* **Work to complete**
Repeat the data in full. Every line must match.

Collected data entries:
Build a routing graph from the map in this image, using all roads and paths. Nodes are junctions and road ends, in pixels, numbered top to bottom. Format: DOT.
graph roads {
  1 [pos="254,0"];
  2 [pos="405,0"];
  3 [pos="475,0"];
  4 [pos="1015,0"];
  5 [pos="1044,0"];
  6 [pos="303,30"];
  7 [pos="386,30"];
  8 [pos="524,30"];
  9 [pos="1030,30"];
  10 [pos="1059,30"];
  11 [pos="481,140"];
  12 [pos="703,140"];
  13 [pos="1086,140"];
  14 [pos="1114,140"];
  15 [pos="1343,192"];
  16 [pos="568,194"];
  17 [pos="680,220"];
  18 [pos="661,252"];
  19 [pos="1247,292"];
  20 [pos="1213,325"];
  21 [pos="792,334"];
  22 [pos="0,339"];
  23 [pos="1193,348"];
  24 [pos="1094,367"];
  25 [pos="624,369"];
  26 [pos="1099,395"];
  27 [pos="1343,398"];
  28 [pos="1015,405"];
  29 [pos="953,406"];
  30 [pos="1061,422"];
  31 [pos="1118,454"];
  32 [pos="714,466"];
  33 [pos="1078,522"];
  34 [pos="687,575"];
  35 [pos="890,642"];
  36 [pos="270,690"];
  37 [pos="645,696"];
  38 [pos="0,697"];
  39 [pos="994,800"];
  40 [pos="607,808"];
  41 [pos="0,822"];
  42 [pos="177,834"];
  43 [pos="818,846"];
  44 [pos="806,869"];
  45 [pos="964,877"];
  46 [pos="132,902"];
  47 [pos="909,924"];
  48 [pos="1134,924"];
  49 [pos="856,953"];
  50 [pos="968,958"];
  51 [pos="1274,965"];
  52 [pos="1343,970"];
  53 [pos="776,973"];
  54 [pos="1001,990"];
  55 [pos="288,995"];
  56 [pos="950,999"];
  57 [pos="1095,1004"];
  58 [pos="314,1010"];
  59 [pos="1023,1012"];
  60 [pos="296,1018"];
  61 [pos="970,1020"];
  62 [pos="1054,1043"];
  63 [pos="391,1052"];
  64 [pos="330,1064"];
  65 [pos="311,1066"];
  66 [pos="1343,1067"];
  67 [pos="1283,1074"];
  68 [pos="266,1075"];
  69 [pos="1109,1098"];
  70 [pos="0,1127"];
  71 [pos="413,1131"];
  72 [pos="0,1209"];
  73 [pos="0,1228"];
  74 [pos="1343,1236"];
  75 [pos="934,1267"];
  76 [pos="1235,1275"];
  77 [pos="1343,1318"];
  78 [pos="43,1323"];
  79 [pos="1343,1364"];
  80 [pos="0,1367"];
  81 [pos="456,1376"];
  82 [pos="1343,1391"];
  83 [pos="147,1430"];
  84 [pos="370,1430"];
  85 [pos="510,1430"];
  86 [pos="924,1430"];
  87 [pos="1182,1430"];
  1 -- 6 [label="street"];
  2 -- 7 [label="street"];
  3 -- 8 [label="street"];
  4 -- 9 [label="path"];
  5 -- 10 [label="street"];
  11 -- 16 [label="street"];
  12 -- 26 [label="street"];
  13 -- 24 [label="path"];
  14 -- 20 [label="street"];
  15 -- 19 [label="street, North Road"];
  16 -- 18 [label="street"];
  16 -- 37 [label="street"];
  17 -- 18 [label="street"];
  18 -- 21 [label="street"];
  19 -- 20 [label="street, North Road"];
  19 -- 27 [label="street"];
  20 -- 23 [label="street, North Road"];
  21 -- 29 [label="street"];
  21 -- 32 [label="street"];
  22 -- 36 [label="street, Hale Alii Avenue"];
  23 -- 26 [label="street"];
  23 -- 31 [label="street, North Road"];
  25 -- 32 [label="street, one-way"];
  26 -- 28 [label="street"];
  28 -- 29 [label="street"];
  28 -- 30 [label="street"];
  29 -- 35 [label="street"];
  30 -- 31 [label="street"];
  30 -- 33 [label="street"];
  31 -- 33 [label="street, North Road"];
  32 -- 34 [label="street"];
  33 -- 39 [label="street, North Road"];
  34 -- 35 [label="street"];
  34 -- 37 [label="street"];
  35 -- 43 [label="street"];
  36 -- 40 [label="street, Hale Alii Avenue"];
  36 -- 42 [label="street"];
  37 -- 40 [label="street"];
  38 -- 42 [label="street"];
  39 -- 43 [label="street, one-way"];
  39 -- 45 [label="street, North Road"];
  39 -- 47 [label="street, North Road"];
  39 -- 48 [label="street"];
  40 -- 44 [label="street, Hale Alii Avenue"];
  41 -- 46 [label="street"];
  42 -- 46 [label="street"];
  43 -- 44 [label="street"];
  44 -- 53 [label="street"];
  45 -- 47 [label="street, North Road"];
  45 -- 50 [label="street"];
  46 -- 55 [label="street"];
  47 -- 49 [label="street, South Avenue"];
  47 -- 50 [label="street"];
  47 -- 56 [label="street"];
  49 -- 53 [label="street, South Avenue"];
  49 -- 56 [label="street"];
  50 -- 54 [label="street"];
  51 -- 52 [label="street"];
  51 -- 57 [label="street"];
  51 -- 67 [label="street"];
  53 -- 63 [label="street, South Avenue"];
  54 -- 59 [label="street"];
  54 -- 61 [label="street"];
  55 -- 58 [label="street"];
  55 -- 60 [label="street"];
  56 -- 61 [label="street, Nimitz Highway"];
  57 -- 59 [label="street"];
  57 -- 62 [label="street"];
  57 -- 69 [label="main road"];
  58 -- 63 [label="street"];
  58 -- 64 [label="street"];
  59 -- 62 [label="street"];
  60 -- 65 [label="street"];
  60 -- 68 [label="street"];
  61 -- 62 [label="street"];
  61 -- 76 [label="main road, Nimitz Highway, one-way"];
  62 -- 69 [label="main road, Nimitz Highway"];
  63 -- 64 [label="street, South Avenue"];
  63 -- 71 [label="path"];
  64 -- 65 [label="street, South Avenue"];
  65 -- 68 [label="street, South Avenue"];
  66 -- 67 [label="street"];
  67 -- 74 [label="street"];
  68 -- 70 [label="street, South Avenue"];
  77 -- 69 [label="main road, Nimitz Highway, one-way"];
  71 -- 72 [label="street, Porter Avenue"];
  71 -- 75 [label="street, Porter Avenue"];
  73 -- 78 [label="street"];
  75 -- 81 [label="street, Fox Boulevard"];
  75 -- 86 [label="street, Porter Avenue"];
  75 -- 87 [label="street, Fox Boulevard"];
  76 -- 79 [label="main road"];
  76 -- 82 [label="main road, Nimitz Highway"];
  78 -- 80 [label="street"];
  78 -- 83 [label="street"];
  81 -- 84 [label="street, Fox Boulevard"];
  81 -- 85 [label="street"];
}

* **Finished exercise**
Build a routing graph from the map in this image, using all roads and paths. Nodes are junctions and road ends, in pixels, numbered top to bottom. Format: DOT.
graph roads {
  1 [pos="254,0"];
  2 [pos="405,0"];
  3 [pos="475,0"];
  4 [pos="1015,0"];
  5 [pos="1044,0"];
  6 [pos="303,30"];
  7 [pos="386,30"];
  8 [pos="524,30"];
  9 [pos="1030,30"];
  10 [pos="1059,30"];
  11 [pos="481,140"];
  12 [pos="703,140"];
  13 [pos="1086,140"];
  14 [pos="1114,140"];
  15 [pos="1343,192"];
  16 [pos="568,194"];
  17 [pos="680,220"];
  18 [pos="661,252"];
  19 [pos="1247,292"];
  20 [pos="1213,325"];
  21 [pos="792,334"];
  22 [pos="0,339"];
  23 [pos="1193,348"];
  24 [pos="1094,367"];
  25 [pos="624,369"];
  26 [pos="1099,395"];
  27 [pos="1343,398"];
  28 [pos="1015,405"];
  29 [pos="953,406"];
  30 [pos="1061,422"];
  31 [pos="1118,454"];
  32 [pos="714,466"];
  33 [pos="1078,522"];
  34 [pos="687,575"];
  35 [pos="890,642"];
  36 [pos="270,690"];
  37 [pos="645,696"];
  38 [pos="0,697"];
  39 [pos="994,800"];
  40 [pos="607,808"];
  41 [pos="0,822"];
  42 [pos="177,834"];
  43 [pos="818,846"];
  44 [pos="806,869"];
  45 [pos="964,877"];
  46 [pos="132,902"];
  47 [pos="909,924"];
  48 [pos="1134,924"];
  49 [pos="856,953"];
  50 [pos="968,958"];
  51 [pos="1274,965"];
  52 [pos="1343,970"];
  53 [pos="776,973"];
  54 [pos="1001,990"];
  55 [pos="288,995"];
  56 [pos="950,999"];
  57 [pos="1095,1004"];
  58 [pos="314,1010"];
  59 [pos="1023,1012"];
  60 [pos="296,1018"];
  61 [pos="970,1020"];
  62 [pos="1054,1043"];
  63 [pos="391,1052"];
  64 [pos="330,1064"];
  65 [pos="311,1066"];
  66 [pos="1343,1067"];
  67 [pos="1283,1074"];
  68 [pos="266,1075"];
  69 [pos="1109,1098"];
  70 [pos="0,1127"];
  71 [pos="413,1131"];
  72 [pos="0,1209"];
  73 [pos="0,1228"];
  74 [pos="1343,1236"];
  75 [pos="934,1267"];
  76 [pos="1235,1275"];
  77 [pos="1343,1318"];
  78 [pos="43,1323"];
  79 [pos="1343,1364"];
  80 [pos="0,1367"];
  81 [pos="456,1376"];
  82 [pos="1343,1391"];
  83 [pos="147,1430"];
  84 [pos="370,1430"];
  85 [pos="510,1430"];
  86 [pos="924,1430"];
  87 [pos="1182,1430"];
  1 -- 6 [label="street"];
  2 -- 7 [label="street"];
  3 -- 8 [label="street"];
  4 -- 9 [label="path"];
  5 -- 10 [label="street"];
  11 -- 16 [label="street"];
  12 -- 26 [label="street"];
  13 -- 24 [label="path"];
  14 -- 20 [label="street"];
  15 -- 19 [label="street, North Road"];
  16 -- 18 [label="street"];
  16 -- 37 [label="street"];
  17 -- 18 [label="street"];
  18 -- 21 [label="street"];
  19 -- 20 [label="street, North Road"];
  19 -- 27 [label="street"];
  20 -- 23 [label="street, North Road"];
  21 -- 29 [label="street"];
  21 -- 32 [label="street"];
  22 -- 36 [label="street, Hale Alii Avenue"];
  23 -- 26 [label="street"];
  23 -- 31 [label="street, North Road"];
  25 -- 32 [label="street, one-way"];
  26 -- 28 [label="street"];
  28 -- 29 [label="street"];
  28 -- 30 [label="street"];
  29 -- 35 [label="street"];
  30 -- 31 [label="street"];
  30 -- 33 [label="street"];
  31 -- 33 [label="street, North Road"];
  32 -- 34 [label="street"];
  33 -- 39 [label="street, North Road"];
  34 -- 35 [label="street"];
  34 -- 37 [label="street"];
  35 -- 43 [label="street"];
  36 -- 40 [label="street, Hale Alii Avenue"];
  36 -- 42 [label="street"];
  37 -- 40 [label="street"];
  38 -- 42 [label="street"];
  39 -- 43 [label="street, one-way"];
  39 -- 45 [label="street, North Road"];
  39 -- 47 [label="street, North Road"];
  39 -- 48 [label="street"];
  40 -- 44 [label="street, Hale Alii Avenue"];
  41 -- 46 [label="street"];
  42 -- 46 [label="street"];
  43 -- 44 [label="street"];
  44 -- 53 [label="street"];
  45 -- 47 [label="street, North Road"];
  45 -- 50 [label="street"];
  46 -- 55 [label="street"];
  47 -- 49 [label="street, South Avenue"];
  47 -- 50 [label="street"];
  47 -- 56 [label="street"];
  49 -- 53 [label="street, South Avenue"];
  49 -- 56 [label="street"];
  50 -- 54 [label="street"];
  51 -- 52 [label="street"];
  51 -- 57 [label="street"];
  51 -- 67 [label="street"];
  53 -- 63 [label="street, South Avenue"];
  54 -- 59 [label="street"];
  54 -- 61 [label="street"];
  55 -- 58 [label="street"];
  55 -- 60 [label="street"];
  56 -- 61 [label="street, Nimitz Highway"];
  57 -- 59 [label="street"];
  57 -- 62 [label="street"];
  57 -- 69 [label="main road"];
  58 -- 63 [label="street"];
  58 -- 64 [label="street"];
  59 -- 62 [label="street"];
  60 -- 65 [label="street"];
  60 -- 68 [label="street"];
  61 -- 62 [label="street"];
  61 -- 76 [label="main road, Nimitz Highway, one-way"];
  62 -- 69 [label="main road, Nimitz Highway"];
  63 -- 64 [label="street, South Avenue"];
  63 -- 71 [label="path"];
  64 -- 65 [label="street, South Avenue"];
  65 -- 68 [label="street, South Avenue"];
  66 -- 67 [label="street"];
  67 -- 74 [label="street"];
  68 -- 70 [label="street, South Avenue"];
  77 -- 69 [label="main road, Nimitz Highway, one-way"];
  71 -- 72 [label="street, Porter Avenue"];
  71 -- 75 [label="street, Porter Avenue"];
  73 -- 78 [label="street"];
  75 -- 81 [label="street, Fox Boulevard"];
  75 -- 86 [label="street, Porter Avenue"];
  75 -- 87 [label="street, Fox Boulevard"];
  76 -- 79 [label="main road"];
  76 -- 82 [label="main road, Nimitz Highway"];
  78 -- 80 [label="street"];
  78 -- 83 [label="street"];
  81 -- 84 [label="street, Fox Boulevard"];
  81 -- 85 [label="street"];
}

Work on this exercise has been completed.